Of course, workflow currently does not expose things like wf_current_versions or job_versions or semver. If the job tried to use these new variables and functions it would be trying to call/access undefined values. This is why sdc-workflow should expose an extra global:

global['WORKFLOW_VERSIONING'] = true;

This way we can make the above job code robust against workflows that never supported a notion of module-versioning:

if (global.WORKFLOW_VERSIONING) {
	if (global.semver.gt(job_versions['sdcClients'].ver,
	      wf_current_versions['sdcClients'].ver)) {
		/* try to get by with old functionality */
	} else {
		/* use awesome new function */
	}
}

Versionless (aka Thinner Workflow, Thicker Services)

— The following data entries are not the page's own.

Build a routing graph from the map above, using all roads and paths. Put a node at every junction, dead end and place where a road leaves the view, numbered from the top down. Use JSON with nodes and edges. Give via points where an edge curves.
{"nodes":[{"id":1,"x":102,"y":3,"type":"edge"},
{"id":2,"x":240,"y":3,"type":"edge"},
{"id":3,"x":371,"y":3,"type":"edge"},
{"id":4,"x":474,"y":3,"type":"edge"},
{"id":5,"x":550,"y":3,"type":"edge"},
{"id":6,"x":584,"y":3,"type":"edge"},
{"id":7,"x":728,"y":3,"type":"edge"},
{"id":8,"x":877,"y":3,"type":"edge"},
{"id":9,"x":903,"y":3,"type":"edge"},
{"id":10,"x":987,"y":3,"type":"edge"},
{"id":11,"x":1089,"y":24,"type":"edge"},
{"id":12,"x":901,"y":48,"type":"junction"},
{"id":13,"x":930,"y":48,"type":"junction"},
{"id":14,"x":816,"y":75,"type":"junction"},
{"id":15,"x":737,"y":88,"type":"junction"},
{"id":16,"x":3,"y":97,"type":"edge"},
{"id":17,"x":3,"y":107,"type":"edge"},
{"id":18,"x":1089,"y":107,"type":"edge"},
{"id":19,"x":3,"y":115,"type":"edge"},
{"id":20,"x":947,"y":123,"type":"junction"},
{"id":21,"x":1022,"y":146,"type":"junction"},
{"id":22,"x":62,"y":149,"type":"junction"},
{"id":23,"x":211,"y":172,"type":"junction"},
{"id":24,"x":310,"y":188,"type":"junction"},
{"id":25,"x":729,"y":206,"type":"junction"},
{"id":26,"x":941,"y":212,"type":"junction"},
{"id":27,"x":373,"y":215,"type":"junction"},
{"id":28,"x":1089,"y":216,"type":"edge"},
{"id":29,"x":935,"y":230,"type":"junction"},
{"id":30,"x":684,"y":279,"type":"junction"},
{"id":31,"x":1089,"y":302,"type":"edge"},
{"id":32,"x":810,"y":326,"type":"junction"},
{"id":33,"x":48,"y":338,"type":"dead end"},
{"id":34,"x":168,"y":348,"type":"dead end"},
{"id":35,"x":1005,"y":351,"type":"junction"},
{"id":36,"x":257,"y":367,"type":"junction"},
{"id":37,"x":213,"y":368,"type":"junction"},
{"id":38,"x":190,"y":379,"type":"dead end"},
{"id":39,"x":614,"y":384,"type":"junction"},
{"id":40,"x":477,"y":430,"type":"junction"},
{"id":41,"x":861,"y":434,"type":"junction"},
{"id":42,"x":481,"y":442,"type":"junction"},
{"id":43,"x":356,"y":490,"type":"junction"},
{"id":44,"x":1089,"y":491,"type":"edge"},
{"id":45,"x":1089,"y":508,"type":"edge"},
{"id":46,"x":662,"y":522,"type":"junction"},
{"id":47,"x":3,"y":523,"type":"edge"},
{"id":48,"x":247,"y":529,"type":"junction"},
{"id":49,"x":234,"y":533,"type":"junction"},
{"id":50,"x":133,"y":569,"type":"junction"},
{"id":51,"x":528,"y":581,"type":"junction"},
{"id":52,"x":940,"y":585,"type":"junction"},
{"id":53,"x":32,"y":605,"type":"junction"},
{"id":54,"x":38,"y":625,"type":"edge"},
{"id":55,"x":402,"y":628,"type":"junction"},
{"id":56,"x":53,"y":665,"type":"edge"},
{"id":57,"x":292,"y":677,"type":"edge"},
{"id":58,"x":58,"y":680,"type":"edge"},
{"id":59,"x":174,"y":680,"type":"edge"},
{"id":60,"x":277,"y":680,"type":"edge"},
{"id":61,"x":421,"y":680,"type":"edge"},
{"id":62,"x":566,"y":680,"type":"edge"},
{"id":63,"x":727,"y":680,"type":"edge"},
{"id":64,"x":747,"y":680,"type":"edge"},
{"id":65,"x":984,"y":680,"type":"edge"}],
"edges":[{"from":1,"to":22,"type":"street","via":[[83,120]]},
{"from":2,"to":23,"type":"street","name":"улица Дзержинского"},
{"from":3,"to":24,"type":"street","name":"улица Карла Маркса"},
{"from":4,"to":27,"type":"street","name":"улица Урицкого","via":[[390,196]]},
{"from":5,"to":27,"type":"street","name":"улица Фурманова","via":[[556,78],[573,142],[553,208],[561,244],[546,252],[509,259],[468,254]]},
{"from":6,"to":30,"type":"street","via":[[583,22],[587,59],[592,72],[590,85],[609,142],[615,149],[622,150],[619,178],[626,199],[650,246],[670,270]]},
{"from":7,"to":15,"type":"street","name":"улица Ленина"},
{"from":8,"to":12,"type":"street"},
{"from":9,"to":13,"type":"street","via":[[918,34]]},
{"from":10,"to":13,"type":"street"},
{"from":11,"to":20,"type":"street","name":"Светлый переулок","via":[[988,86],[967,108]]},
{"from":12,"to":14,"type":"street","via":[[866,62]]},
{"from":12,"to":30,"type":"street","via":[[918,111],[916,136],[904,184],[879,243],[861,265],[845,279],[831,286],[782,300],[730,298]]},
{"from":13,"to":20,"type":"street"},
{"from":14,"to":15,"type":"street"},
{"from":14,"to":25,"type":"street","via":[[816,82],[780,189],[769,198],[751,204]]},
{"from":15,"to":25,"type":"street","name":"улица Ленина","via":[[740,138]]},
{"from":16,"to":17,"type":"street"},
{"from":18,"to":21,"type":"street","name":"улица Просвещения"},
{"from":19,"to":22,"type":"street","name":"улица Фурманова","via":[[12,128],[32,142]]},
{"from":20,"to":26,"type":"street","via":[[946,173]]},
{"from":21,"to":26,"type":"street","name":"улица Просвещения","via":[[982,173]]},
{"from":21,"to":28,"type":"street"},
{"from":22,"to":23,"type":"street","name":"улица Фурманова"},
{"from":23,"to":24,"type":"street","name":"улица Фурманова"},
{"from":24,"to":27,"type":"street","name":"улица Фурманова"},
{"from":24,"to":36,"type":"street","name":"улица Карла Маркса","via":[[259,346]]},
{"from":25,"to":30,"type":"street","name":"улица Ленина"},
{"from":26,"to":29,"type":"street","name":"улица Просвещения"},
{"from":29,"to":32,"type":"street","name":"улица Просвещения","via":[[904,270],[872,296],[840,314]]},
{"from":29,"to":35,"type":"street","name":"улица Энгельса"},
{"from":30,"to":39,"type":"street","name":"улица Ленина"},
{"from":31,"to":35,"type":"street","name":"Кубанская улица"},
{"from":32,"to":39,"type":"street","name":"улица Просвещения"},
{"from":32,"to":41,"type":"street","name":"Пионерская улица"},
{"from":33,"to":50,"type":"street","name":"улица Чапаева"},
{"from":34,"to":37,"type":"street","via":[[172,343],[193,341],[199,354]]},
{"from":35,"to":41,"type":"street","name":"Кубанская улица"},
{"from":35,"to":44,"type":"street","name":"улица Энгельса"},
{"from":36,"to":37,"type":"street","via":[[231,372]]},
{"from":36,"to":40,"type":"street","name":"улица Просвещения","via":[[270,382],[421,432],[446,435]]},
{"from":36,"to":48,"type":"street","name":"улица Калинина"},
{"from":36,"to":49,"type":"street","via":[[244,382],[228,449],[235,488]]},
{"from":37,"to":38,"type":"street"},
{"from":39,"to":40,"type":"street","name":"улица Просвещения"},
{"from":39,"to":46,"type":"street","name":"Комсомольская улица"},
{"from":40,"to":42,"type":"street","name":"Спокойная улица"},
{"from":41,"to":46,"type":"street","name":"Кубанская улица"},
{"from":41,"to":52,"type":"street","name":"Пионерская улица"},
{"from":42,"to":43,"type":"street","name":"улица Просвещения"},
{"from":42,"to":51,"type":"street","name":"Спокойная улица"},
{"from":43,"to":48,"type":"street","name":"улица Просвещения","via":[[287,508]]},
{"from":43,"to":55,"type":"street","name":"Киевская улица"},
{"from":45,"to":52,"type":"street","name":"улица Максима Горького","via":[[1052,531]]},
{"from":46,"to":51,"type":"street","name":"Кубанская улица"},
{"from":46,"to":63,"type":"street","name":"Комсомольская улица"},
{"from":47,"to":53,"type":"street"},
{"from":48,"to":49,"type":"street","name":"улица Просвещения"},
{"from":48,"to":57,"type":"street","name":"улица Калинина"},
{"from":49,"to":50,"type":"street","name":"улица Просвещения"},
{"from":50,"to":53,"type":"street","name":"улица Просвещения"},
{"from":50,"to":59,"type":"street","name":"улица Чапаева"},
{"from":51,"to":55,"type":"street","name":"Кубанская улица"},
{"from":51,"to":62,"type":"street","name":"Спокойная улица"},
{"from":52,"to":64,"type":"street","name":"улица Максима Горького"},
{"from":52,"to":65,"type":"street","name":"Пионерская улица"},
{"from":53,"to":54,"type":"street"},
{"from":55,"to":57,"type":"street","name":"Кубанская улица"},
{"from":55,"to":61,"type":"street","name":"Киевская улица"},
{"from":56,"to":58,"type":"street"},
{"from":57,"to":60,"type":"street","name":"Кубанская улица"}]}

Solving the problem in a way that requires no version information, would be very appealing. The most obvious way to do this, is to invert the relationship between workflow and its consumers. Instead of consumers sending job code to workflow, they would simply execute the job code themselves, and send job progress-reports to workflow. Since all of the job code runs internally, all module dependencies would be handled within the consumer's own repository.

Running the job code in the consumer APIs is very easy. The consumer can import the node-workflow and the workflow JSON files. It could then run those JSON files by invoking the WorkflowRunner object that comes with node-workflow. One disadvantage of doing it this way is that there is less concurrency -- sdc-workflow forks a new process for every workflow. However, the service APIs can also use fork. If one wants to be truly cautious, one could simply have an sdc-workflow process running in each API zone. The zone's respective API can remain unmodified in all aspects, except that it sends job code to the local workflow instead of the remote workflow.

So the running of the workflows in the API zones is not a problem. There are a few ways to do it, depending on how much surgery you want to do on the APIs. Either of the above modifications (importing node-workflow or running a parallel sdc-workflow), would probably bump the phys-mem requirements of each of the API zones. Probably not a concern for SDC on the metal, but may be problematic for COAL.

The thornier aspect of this is what to do with the workflow zone itself. It would still need to exist for a) backwards compatibility with unupgraded APIs, and b) providing an established and stable interface to operators for getting job information. Due to requirement (a) the workflow zone would need to retain the ability to run workflows as it does now. Requirement (b) makes it necessary to extend the workflow zone's interface to accept 'status updates' from the APIs that run their own workflows. This way the operators would use the same exact interface that they are used to using to get job info, even though the jobs run in the API zone.

Because we still need a centralized workflow service, we still have a single point of failure. In other words, the API zones cannot execute their workflows if the central workflow service is not running. We don't get any resiliency benefits that one would normally get by distributing a previously centralized service.

In summary, this solution requires more physical resources, a larger number of changes, and changes to the roles of both workflow and its consumers, than the versioning solution. Furthermore we don't get rid of the workflow service or any of its code, because backwards compatibility is a constraint. We can end up not using workflow, but we will never get rid of it. Whether or not these costs are justified by the 'versionlessness' of this solution is up for discussion.